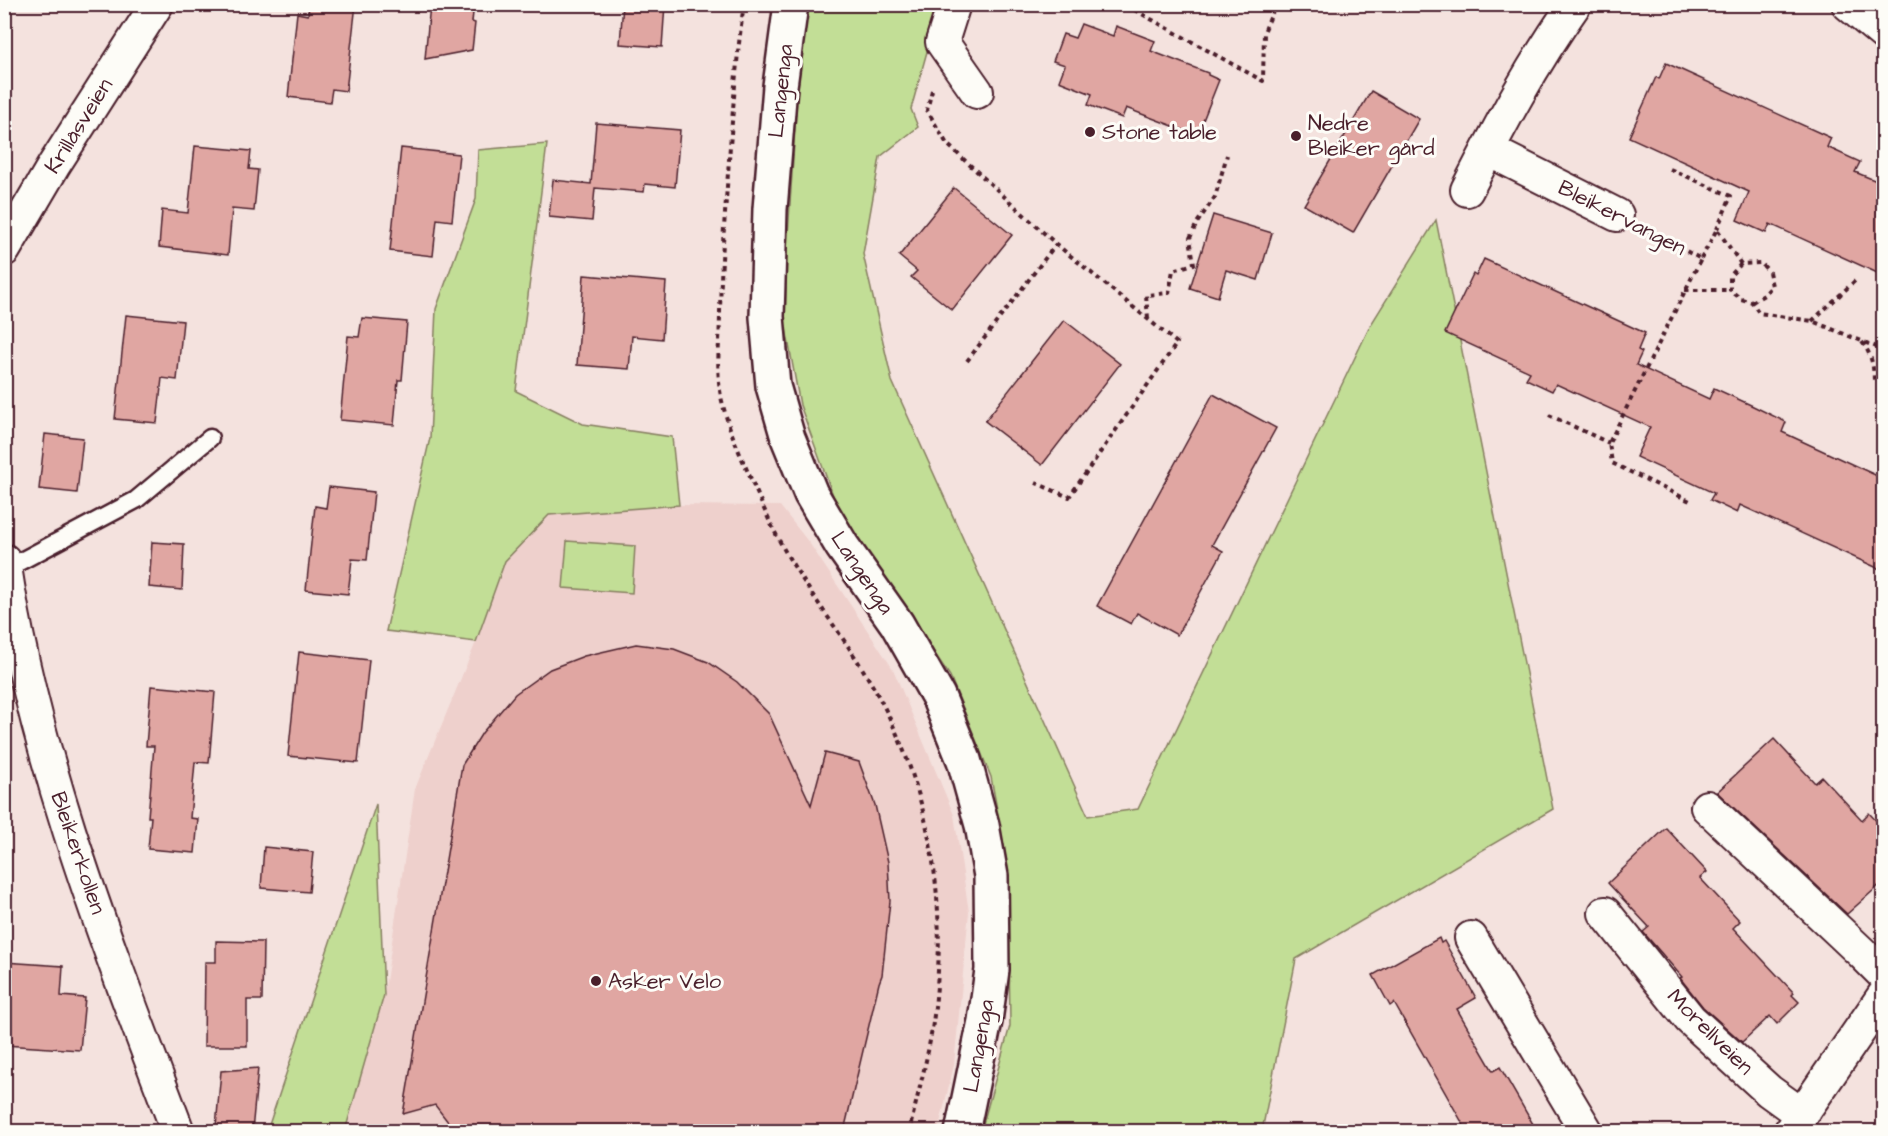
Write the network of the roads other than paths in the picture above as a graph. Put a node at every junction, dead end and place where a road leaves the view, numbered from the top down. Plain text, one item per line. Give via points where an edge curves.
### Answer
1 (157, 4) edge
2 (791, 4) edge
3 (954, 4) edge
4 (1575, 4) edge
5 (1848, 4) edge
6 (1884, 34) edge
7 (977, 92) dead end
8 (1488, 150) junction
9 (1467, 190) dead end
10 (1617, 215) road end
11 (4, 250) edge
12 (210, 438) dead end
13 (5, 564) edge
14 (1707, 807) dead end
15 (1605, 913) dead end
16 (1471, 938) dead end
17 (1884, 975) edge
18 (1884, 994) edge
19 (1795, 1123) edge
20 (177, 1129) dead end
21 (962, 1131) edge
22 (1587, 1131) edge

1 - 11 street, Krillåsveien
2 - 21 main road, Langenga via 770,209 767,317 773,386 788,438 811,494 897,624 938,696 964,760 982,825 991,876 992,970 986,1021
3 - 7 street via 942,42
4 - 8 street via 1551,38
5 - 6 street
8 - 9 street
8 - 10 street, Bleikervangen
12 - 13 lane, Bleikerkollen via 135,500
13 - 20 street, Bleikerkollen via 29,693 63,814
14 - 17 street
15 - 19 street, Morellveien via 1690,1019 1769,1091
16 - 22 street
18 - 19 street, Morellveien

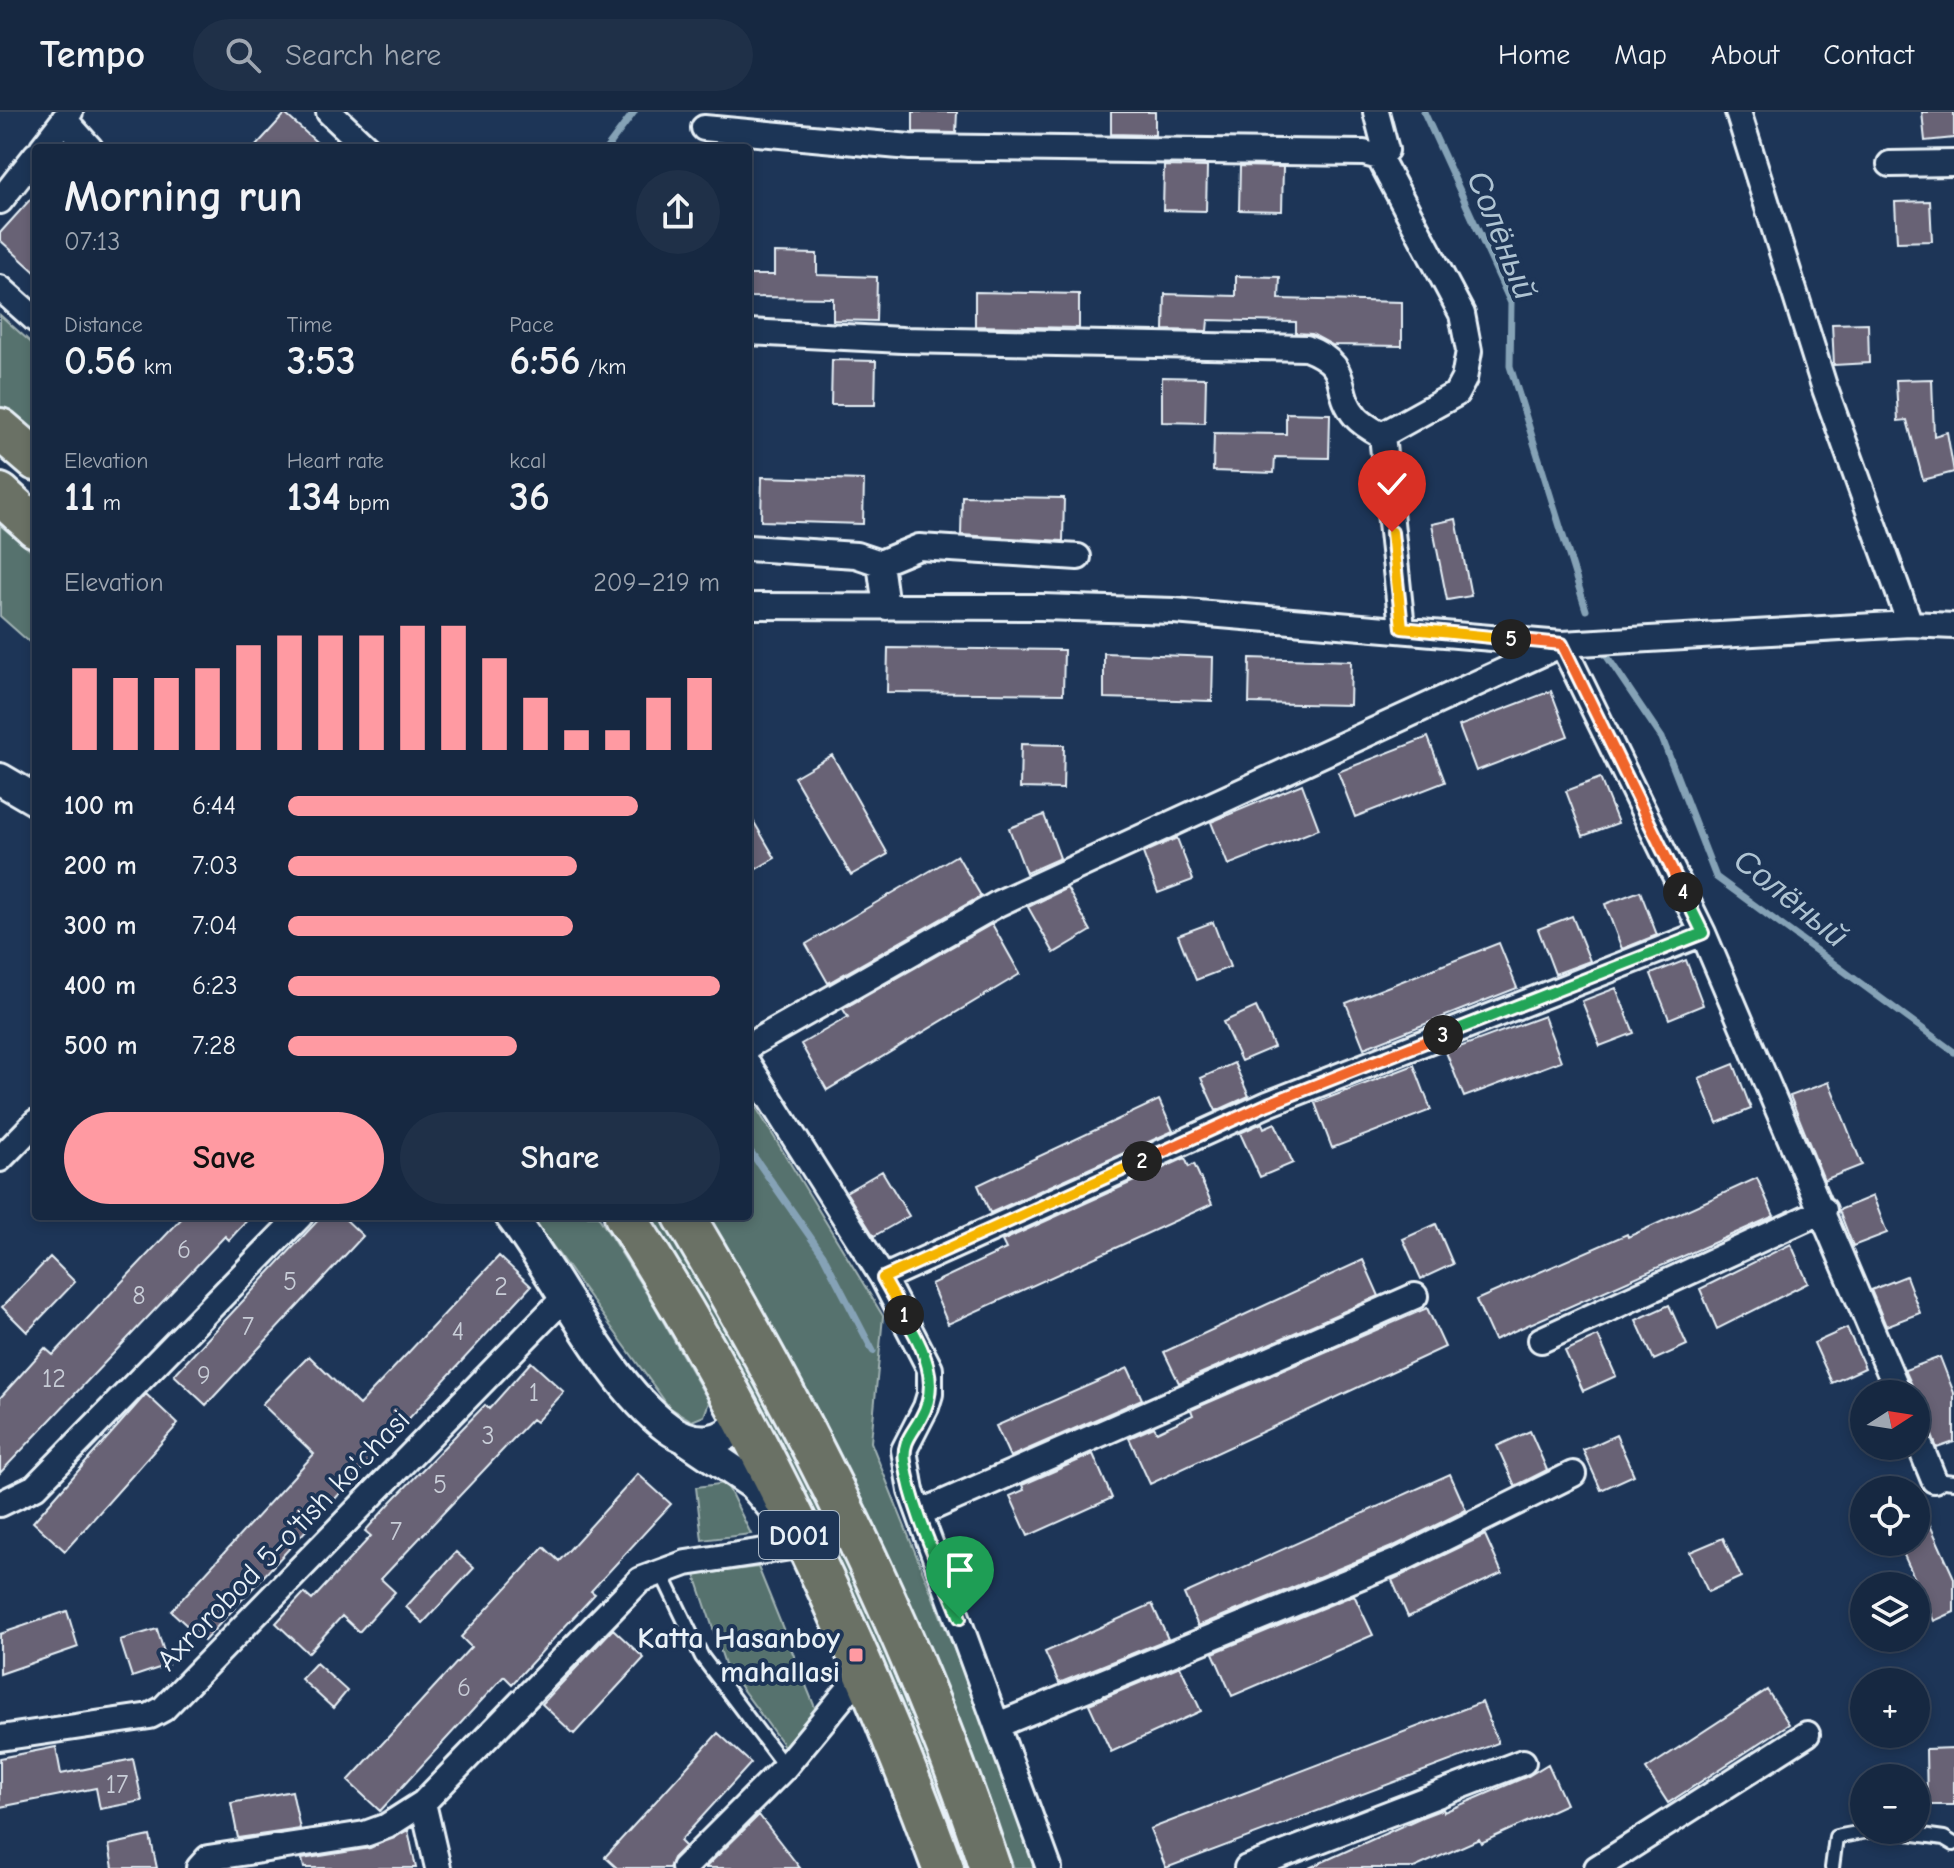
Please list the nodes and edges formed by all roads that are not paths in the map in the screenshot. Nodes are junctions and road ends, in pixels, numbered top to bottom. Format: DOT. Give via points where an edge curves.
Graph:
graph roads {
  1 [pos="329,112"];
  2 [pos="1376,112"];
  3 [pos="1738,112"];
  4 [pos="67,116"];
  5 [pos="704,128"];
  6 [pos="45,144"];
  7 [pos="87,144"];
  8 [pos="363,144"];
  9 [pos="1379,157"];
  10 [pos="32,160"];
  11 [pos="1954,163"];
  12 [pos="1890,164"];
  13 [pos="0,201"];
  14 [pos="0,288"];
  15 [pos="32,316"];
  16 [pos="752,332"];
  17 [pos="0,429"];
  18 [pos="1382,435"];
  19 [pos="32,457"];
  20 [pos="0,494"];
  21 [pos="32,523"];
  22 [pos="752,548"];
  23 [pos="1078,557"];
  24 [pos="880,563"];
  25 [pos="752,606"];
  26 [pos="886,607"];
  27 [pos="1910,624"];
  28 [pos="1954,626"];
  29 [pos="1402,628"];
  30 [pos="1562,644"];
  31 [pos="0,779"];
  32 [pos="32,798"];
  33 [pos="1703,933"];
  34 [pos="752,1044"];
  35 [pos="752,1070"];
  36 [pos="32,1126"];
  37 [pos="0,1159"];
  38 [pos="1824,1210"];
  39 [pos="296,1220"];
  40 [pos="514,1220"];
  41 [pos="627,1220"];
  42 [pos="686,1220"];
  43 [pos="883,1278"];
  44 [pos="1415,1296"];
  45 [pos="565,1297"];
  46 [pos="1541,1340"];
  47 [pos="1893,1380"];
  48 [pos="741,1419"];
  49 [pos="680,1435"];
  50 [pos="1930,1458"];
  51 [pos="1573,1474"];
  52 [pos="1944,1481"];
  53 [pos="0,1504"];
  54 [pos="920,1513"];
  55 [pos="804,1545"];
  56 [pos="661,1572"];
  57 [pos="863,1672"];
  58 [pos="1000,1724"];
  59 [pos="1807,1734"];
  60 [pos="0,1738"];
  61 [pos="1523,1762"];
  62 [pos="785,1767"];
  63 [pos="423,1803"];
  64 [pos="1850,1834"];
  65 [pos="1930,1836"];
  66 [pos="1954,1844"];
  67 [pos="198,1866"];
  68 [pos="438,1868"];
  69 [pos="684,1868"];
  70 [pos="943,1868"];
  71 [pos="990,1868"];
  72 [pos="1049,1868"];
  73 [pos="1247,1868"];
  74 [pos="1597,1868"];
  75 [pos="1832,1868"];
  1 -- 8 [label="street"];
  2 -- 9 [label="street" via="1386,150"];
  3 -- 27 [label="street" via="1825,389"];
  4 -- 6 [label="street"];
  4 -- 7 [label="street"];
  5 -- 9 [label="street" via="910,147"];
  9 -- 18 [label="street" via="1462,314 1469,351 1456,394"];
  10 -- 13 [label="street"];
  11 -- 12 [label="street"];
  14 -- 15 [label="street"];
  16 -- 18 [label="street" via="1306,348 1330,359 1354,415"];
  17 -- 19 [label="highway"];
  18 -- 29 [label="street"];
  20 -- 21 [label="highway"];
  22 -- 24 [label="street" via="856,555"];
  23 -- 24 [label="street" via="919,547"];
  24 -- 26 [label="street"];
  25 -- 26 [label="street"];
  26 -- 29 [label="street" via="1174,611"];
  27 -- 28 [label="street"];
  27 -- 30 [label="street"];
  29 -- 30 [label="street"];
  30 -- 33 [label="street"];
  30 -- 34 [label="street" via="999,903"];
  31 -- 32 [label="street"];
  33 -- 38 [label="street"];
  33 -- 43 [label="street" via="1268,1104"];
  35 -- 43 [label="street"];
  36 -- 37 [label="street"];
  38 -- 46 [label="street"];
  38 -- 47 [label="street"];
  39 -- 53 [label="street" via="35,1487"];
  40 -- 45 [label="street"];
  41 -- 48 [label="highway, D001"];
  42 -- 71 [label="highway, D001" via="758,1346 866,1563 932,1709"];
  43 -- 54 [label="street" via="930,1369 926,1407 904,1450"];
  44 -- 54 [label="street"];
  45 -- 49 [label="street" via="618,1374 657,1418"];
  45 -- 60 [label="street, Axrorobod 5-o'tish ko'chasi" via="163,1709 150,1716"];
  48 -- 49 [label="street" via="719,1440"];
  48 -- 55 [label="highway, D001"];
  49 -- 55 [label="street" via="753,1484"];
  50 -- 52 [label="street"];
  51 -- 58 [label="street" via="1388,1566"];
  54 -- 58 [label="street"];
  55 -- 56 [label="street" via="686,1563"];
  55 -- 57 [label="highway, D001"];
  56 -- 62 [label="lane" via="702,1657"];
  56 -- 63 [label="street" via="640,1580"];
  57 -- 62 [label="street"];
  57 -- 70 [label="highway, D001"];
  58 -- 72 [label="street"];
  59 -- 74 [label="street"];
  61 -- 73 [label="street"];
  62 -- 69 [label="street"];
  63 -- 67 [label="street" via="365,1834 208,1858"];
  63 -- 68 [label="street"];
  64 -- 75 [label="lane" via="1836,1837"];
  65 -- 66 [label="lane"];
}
■ ■ ■
▸ Problem to solve
In the records above, tally the lines where the word "paths" appears, and give the number and nothing else.

▸ Written response
2